To other practical matters. Once the chemo begins you become “Cytotoxic” and that means you are poisonous to unprotected people. You will need a reasonable supply of old but casual clothes (Maybe nighties and Pyjamas but I preferred old track suit pants and torn t shirts) and these will need to be handled only by people wearing rubber gloves and should be washed twice before being worn again. Much of your clothing will become soiled with various bodily fluids or chemicals and because of the difficulty of getting sleeves over the PICC line that will hang out of your arm, always with tubes attached, don’t be afraid to sacrifice the odd T shirt to a pair of scissors. When I could I walked around the ward, doing lap after lap and my Ugg boots became very good friends. Make it a rule to always shower every day, no matter how hard it might be and maintain your pride and as far as possible, self respect. Never hesitate to call for assistance whilst in hospital. The Chemo nurses are highly trained and are wonderful people. They will become your friends as will the Oncologist
Now depending on your diagnosis, none of the foregoing may be even the slightest bit relevant. I was given a drug regime known as “Hyper C Vad” For lesser serious Lymphomas they sometime use “Chop R” which requires much less time in hospital and is no where near as severe. I f they choose e to give you Chop R then you are home and hosed, just in for a short term rough ride.

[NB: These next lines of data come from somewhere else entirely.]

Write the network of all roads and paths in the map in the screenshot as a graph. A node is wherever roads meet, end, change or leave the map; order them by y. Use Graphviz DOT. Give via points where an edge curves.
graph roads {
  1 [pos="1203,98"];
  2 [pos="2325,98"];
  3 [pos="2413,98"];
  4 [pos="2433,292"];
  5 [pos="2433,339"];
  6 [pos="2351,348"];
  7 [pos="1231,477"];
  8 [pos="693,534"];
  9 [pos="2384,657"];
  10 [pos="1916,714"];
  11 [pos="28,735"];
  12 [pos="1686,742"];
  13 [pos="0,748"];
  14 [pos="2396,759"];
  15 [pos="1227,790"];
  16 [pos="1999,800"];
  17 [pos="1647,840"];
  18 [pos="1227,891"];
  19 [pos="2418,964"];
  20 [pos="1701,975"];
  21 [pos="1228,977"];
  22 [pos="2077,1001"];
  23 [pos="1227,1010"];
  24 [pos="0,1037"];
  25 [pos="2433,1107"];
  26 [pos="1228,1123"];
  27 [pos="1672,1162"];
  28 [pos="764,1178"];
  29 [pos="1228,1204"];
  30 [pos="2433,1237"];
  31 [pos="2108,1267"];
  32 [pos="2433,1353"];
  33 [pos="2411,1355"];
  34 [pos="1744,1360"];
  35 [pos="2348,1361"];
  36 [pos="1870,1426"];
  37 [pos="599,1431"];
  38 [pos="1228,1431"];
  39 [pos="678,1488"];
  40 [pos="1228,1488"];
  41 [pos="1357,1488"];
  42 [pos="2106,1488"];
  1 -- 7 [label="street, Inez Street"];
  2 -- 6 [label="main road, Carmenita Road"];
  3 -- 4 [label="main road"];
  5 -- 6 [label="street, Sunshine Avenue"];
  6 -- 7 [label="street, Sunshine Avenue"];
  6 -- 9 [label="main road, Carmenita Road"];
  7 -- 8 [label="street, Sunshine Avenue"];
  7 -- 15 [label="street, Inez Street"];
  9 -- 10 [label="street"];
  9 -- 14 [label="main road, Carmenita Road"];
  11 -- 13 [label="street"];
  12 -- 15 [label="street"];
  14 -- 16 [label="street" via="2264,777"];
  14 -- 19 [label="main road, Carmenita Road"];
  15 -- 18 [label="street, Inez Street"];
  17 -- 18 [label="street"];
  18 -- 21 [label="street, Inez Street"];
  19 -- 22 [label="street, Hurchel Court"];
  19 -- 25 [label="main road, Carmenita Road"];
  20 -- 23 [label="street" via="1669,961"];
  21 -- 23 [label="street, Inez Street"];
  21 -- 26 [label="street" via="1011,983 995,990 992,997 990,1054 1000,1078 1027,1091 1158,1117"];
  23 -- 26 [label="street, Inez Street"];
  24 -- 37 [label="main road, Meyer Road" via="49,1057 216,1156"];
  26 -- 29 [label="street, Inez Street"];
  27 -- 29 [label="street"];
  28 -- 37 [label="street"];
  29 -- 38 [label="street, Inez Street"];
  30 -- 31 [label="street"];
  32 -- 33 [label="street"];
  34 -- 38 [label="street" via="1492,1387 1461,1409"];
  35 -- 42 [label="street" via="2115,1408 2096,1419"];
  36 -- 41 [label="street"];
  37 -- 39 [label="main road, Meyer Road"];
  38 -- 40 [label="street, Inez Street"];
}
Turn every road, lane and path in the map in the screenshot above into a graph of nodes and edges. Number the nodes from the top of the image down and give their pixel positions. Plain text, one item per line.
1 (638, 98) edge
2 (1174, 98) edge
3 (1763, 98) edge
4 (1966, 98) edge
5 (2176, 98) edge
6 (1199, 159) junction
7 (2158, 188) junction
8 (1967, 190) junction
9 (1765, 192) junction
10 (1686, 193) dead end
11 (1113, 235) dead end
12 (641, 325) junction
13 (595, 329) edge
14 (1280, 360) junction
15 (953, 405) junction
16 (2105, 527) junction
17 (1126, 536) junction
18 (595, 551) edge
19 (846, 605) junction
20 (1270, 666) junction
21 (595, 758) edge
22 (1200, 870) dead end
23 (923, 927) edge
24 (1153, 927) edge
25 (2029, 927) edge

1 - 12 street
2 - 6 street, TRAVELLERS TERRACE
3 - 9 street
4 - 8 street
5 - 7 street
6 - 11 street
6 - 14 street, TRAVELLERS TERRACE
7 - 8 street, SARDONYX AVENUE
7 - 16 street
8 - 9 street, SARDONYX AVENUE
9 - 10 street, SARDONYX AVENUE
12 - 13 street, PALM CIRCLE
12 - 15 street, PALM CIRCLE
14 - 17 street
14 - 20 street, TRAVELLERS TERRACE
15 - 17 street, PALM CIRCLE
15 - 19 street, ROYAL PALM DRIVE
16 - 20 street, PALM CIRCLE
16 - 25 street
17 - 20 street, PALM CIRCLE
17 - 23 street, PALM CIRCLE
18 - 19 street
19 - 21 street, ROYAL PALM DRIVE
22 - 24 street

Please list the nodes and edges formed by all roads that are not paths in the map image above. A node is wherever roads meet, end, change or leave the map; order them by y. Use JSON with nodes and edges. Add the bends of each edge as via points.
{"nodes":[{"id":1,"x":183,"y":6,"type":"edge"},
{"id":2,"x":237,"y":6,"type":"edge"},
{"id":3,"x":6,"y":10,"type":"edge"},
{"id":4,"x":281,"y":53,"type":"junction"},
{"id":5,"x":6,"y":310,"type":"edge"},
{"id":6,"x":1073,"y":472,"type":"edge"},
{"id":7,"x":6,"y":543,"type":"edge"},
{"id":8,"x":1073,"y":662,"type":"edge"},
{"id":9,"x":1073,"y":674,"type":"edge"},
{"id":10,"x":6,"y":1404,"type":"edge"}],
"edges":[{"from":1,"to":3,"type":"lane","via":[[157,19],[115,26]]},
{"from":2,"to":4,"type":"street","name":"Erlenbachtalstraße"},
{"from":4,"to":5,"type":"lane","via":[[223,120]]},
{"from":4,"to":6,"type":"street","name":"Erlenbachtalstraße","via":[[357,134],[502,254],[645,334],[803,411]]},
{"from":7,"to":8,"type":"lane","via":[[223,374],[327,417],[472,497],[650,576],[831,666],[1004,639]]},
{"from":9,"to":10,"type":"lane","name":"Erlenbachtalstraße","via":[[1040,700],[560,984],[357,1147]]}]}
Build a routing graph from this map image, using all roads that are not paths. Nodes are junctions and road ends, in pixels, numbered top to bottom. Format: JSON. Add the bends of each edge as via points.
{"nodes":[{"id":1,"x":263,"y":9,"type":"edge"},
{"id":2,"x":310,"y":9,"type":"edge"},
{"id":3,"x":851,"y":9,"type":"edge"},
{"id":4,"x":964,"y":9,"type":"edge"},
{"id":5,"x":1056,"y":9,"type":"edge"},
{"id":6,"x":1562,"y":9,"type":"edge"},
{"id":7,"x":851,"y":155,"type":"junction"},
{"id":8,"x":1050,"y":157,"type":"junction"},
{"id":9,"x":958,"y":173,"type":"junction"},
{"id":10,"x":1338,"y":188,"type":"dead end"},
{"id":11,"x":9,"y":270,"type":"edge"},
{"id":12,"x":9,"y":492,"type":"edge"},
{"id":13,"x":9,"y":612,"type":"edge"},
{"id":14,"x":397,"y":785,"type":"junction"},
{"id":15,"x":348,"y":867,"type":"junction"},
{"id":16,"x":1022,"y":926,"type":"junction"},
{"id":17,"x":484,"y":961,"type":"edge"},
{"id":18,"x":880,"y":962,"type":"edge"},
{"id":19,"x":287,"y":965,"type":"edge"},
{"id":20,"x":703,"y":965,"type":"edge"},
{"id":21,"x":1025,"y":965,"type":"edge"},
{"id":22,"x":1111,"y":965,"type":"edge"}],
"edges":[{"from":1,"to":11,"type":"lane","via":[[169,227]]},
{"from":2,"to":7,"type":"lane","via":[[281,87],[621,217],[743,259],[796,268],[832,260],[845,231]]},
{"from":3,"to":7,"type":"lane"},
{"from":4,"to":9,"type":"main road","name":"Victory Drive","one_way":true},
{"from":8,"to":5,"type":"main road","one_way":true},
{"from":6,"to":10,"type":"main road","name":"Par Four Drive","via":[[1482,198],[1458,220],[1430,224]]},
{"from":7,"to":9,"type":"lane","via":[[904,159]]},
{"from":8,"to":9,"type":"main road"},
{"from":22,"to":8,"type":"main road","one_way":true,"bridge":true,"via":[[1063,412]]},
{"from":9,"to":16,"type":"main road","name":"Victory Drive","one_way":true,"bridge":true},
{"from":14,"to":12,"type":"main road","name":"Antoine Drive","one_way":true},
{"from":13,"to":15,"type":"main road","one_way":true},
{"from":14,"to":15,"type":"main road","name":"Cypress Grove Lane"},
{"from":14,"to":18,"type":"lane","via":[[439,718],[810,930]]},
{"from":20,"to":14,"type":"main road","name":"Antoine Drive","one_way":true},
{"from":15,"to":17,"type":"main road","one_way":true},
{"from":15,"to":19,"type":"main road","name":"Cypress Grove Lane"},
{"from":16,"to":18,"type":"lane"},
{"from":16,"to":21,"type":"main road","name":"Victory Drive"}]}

Finally, I am available to chat at any time. I got some snippets of advice a couple of days before I entered hospital and not one word was wasted. Please feel free to contact me at any time including those dark moments in the middle of the night. My phone is never out of reach and if you want a visit in Canberra or wherever they treat you, let me know
I’ll ride this one with you if that will help
David
0420 442 060
Ps. I should add that in the second and third weeks of the cycles they will administer large doses of steroids either intravenously or in pill form (10 per day at one stage for me) The effect of the steroids is to make you very angry and aggressive and likely to attack those trying to help you. You will not understand this and simply think everyone is looking for a fight. Before you come home after your first period in hospital please find out if you are on steroids and discuss the possible behaviour that could come from them with your family and friends. My own behaviour was atrocious until I understood what the cause was and could add some self control. Until then I just thought that everyone just wanted to make life difficult and argue all the time!!!!